» EXERCISE
Which lines of the entries hold the string "Чигирова"? Copy each one.

» SOURCE DATA
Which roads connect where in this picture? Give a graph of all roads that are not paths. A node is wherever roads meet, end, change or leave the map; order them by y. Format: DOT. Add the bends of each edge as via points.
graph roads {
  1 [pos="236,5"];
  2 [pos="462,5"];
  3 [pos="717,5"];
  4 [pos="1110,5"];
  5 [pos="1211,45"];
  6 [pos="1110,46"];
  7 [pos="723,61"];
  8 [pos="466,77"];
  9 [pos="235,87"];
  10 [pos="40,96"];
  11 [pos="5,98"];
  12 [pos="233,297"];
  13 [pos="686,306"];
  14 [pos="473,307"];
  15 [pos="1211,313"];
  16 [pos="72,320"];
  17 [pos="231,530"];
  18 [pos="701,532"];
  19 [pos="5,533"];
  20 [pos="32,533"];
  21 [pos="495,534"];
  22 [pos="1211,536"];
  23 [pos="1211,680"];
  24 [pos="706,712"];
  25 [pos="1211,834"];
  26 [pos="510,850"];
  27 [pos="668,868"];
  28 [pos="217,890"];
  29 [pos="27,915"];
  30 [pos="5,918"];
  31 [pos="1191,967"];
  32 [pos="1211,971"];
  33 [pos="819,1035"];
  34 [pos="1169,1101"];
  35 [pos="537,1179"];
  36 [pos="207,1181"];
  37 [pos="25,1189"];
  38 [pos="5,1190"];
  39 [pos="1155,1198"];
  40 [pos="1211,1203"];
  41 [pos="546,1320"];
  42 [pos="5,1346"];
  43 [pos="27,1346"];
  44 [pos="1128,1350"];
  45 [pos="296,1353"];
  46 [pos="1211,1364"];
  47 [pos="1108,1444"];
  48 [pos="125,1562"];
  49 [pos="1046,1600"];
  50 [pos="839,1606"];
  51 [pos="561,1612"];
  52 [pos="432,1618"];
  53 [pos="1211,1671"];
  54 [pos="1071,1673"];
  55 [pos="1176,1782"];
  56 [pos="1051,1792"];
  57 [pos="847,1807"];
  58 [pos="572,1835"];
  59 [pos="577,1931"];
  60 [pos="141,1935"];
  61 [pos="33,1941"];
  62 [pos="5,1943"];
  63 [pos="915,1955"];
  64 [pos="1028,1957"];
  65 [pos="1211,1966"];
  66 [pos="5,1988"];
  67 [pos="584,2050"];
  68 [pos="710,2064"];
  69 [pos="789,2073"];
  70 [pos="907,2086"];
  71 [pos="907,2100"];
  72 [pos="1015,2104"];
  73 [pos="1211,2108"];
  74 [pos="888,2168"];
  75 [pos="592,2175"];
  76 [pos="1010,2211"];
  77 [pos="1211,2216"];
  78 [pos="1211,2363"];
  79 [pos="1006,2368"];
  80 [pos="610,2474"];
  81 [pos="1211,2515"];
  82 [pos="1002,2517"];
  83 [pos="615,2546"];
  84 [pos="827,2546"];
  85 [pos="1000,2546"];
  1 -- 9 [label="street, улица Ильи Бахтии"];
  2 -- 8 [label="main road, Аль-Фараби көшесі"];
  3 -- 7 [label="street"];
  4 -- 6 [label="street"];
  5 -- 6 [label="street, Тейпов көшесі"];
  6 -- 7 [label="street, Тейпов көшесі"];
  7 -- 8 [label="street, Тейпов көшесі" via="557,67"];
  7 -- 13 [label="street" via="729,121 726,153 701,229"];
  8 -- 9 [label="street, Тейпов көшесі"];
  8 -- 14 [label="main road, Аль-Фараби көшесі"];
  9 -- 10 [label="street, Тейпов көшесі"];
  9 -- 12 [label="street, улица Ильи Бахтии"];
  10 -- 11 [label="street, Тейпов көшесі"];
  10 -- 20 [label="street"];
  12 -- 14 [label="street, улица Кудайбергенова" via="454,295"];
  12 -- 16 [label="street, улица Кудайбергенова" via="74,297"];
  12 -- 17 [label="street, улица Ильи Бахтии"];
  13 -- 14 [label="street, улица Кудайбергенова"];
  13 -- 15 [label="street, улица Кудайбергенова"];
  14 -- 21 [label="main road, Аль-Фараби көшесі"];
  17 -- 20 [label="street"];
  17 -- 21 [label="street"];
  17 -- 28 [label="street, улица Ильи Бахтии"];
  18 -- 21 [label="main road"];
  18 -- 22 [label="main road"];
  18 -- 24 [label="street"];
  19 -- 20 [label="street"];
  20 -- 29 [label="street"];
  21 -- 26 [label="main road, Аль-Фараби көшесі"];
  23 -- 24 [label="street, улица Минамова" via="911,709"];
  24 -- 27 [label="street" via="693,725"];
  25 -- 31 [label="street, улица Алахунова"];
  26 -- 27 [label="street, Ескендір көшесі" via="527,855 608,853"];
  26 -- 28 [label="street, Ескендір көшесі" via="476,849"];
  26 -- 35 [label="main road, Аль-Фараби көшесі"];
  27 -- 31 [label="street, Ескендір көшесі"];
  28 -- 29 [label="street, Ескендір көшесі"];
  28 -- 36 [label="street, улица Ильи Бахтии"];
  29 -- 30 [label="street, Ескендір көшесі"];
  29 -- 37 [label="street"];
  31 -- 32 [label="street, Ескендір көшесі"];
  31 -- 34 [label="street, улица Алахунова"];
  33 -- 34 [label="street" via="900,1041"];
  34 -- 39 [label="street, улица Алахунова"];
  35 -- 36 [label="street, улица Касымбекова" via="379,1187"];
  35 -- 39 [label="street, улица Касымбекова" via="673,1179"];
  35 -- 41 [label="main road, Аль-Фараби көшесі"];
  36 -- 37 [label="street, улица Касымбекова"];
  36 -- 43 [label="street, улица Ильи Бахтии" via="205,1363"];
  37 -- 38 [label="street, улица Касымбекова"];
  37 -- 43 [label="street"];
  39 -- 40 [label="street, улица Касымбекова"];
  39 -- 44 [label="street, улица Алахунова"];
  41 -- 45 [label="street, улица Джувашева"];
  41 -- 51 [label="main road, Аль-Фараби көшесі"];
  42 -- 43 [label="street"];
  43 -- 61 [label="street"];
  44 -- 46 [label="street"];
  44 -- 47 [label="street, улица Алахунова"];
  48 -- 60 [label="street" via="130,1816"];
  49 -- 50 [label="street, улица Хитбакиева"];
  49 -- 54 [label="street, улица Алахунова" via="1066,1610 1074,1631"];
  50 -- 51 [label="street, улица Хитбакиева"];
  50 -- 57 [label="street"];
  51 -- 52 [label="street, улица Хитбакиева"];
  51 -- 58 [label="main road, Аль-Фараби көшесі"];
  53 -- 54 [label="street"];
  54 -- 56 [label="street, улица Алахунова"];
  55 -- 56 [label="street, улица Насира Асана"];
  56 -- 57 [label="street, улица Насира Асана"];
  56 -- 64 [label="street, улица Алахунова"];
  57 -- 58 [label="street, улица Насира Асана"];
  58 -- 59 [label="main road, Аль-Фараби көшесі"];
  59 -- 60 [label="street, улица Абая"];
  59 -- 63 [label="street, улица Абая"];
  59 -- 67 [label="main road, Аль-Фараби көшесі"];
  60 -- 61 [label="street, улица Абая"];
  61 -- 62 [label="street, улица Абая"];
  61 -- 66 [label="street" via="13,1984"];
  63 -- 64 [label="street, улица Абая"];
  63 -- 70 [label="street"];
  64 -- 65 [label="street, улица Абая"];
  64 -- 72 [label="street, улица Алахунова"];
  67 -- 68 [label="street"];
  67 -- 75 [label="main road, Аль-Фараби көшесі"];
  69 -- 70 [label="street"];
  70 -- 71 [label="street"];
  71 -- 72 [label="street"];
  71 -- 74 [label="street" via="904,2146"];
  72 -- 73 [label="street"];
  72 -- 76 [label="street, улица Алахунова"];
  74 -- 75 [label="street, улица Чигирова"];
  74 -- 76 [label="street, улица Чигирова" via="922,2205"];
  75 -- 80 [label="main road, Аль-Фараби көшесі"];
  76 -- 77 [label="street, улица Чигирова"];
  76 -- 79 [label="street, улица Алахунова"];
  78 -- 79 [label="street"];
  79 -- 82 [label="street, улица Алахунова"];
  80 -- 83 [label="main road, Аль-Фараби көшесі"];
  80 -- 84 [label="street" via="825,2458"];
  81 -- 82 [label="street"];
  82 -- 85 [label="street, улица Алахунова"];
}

» OUTPUT OF THE TASK
  74 -- 75 [label="street, улица Чигирова"];
  74 -- 76 [label="street, улица Чигирова" via="922,2205"];
  76 -- 77 [label="street, улица Чигирова"];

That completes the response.